By the 1980s the garden had fallen into disrepair with vegetation out of control and the pond choked with weeds. Despite its condition, it still attracted the interest of those in the West who knew of its existence, as well as Japanese visitors who understood its significance. During the 1990s the garden passed to Sara Stewart – the youngest daughter of Bobby Stewart and the great-great niece of Ella Christie. With Sara working in London, Bobby spent much of his retirement endeavouring to maintain control of a garden that was succumbing to nature. He used a carthorse to remove trees that were endangering rare shrubs and erected temporary bridges to access the overgrown island. The lochan was drained in 2012 to remove overgrown weeds and to locate fragments of the lanterns and shrines that had been vandalized in 1963. The scale of the task was daunting. As it happened, Professor Masao Fukuhara of Osaka University was in Scotland in 2013. He was responsible for the restoration of the Japanese Gardens at Kew, London and Tatton Park, Cheshire. In 2001 he received the gold medal at the Chelsea Flower Show and his winning garden is now in the National Botanic Garden of Wales. Aware of the importance of the garden at Cowden he requested to visit it. After several hours of soulful contemplation on site he agreed to lead a full restoration project. Commissioned by Sara, he returned in the spring of 2014 with a team of volunteers, associates, and students.
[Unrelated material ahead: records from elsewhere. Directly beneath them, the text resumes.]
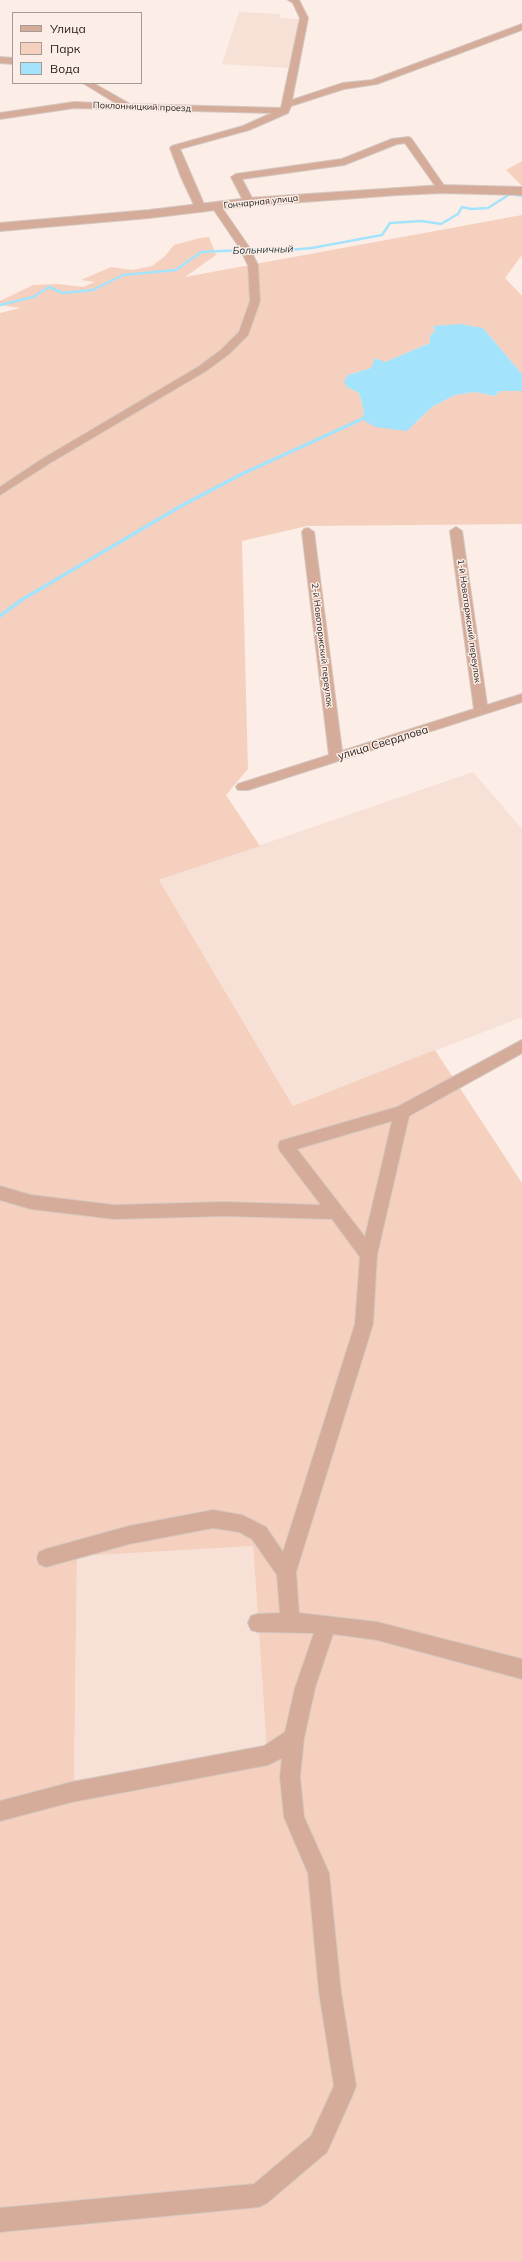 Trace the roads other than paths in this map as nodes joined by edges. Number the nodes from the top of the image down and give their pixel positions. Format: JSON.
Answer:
{"nodes":[{"id":1,"x":292,"y":0,"type":"edge"},
{"id":2,"x":522,"y":27,"type":"edge"},
{"id":3,"x":0,"y":60,"type":"edge"},
{"id":4,"x":12,"y":61,"type":"edge"},
{"id":5,"x":89,"y":84,"type":"edge"},
{"id":6,"x":129,"y":106,"type":"junction"},
{"id":7,"x":286,"y":108,"type":"junction"},
{"id":8,"x":0,"y":116,"type":"edge"},
{"id":9,"x":442,"y":189,"type":"junction"},
{"id":10,"x":522,"y":191,"type":"edge"},
{"id":11,"x":249,"y":202,"type":"junction"},
{"id":12,"x":217,"y":207,"type":"junction"},
{"id":13,"x":202,"y":209,"type":"junction"},
{"id":14,"x":0,"y":227,"type":"edge"},
{"id":15,"x":0,"y":492,"type":"edge"},
{"id":16,"x":456,"y":531,"type":"dead end"},
{"id":17,"x":308,"y":532,"type":"dead end"},
{"id":18,"x":522,"y":698,"type":"edge"},
{"id":19,"x":481,"y":712,"type":"junction"},
{"id":20,"x":336,"y":758,"type":"junction"},
{"id":21,"x":243,"y":787,"type":"dead end"},
{"id":22,"x":515,"y":1050,"type":"edge"},
{"id":23,"x":402,"y":1112,"type":"junction"},
{"id":24,"x":0,"y":1193,"type":"edge"},
{"id":25,"x":334,"y":1212,"type":"junction"},
{"id":26,"x":369,"y":1255,"type":"junction"},
{"id":27,"x":46,"y":1558,"type":"dead end"},
{"id":28,"x":286,"y":1572,"type":"junction"},
{"id":29,"x":290,"y":1622,"type":"junction"},
{"id":30,"x":258,"y":1623,"type":"dead end"},
{"id":31,"x":327,"y":1624,"type":"junction"},
{"id":32,"x":522,"y":1669,"type":"edge"},
{"id":33,"x":294,"y":1738,"type":"junction"},
{"id":34,"x":0,"y":1811,"type":"edge"},
{"id":35,"x":0,"y":2220,"type":"edge"}],
"edges":[{"from":1,"to":7,"type":"street"},
{"from":2,"to":7,"type":"street"},
{"from":3,"to":4,"type":"street"},
{"from":5,"to":6,"type":"street"},
{"from":6,"to":7,"type":"street","name":"Поклонницкий проезд"},
{"from":6,"to":8,"type":"street","name":"Поклонницкий проезд"},
{"from":7,"to":13,"type":"street"},
{"from":9,"to":10,"type":"street","name":"Гончарная улица"},
{"from":9,"to":11,"type":"street","name":"Гончарная улица"},
{"from":9,"to":11,"type":"street"},
{"from":11,"to":12,"type":"street","name":"Гончарная улица"},
{"from":12,"to":13,"type":"street","name":"Гончарная улица"},
{"from":12,"to":15,"type":"street"},
{"from":13,"to":14,"type":"street","name":"Гончарная улица"},
{"from":16,"to":19,"type":"street","name":"1-й Новоторжский переулок"},
{"from":17,"to":20,"type":"street","name":"2-й Новоторжский переулок"},
{"from":18,"to":19,"type":"street","name":"улица Свердлова"},
{"from":19,"to":20,"type":"street","name":"улица Свердлова"},
{"from":20,"to":21,"type":"street","name":"улица Свердлова"},
{"from":22,"to":23,"type":"street"},
{"from":23,"to":25,"type":"street"},
{"from":23,"to":26,"type":"street"},
{"from":24,"to":25,"type":"street"},
{"from":25,"to":26,"type":"street"},
{"from":26,"to":28,"type":"street"},
{"from":27,"to":28,"type":"street"},
{"from":28,"to":29,"type":"street"},
{"from":29,"to":30,"type":"street"},
{"from":29,"to":31,"type":"street"},
{"from":31,"to":32,"type":"street"},
{"from":31,"to":33,"type":"street"},
{"from":33,"to":34,"type":"street"},
{"from":33,"to":35,"type":"street"}]}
Within two weeks they restored the islands on the west side of the garden, but it became apparent that a significant investment would be needed in order to continue. Sara established the charity, The Japanese Garden at Cowden Castle SCIO, with its purpose being the restoration and maintenance of this historic site. Since its formation the charity has benefited from donations by various foundations and public funds with the National Heritage Lottery being the principal funder of the new Garden Pavilion. Although only partially restored, the garden opened again to the public in 2017. Visitor projections had been set at 10,000 per annum and notwithstanding the impact of Covid lockdowns the garden was able to remain open for eleven months between 2018 and March 2020 and attracted 30,000 visitors. In 2021 it welcomed over 40,000 visitors.
The restoration project is still ongoing. There are plans to build a Japanese Pavilion, housing a restaurant, lecture room, shop, and event space. Existing visitor facilities are adequate but don’t complement the beauty of the place and need to be replaced. Raising funds for such ambitious plans remains the biggest challenge, but speaking with Sara it is evident that she remains passionate about the project, “I am an artist’s agent by trade and I never imagined I would put myself through the cold fear of driving a project such as this from concept to fruition. The garden offers so much enjoyment to so many and I owe it to Ella Christie and all of our visitors to ensure that a day at the Japanese Garden at Cowden continues to be as wonderful and restorative as it was in her day.”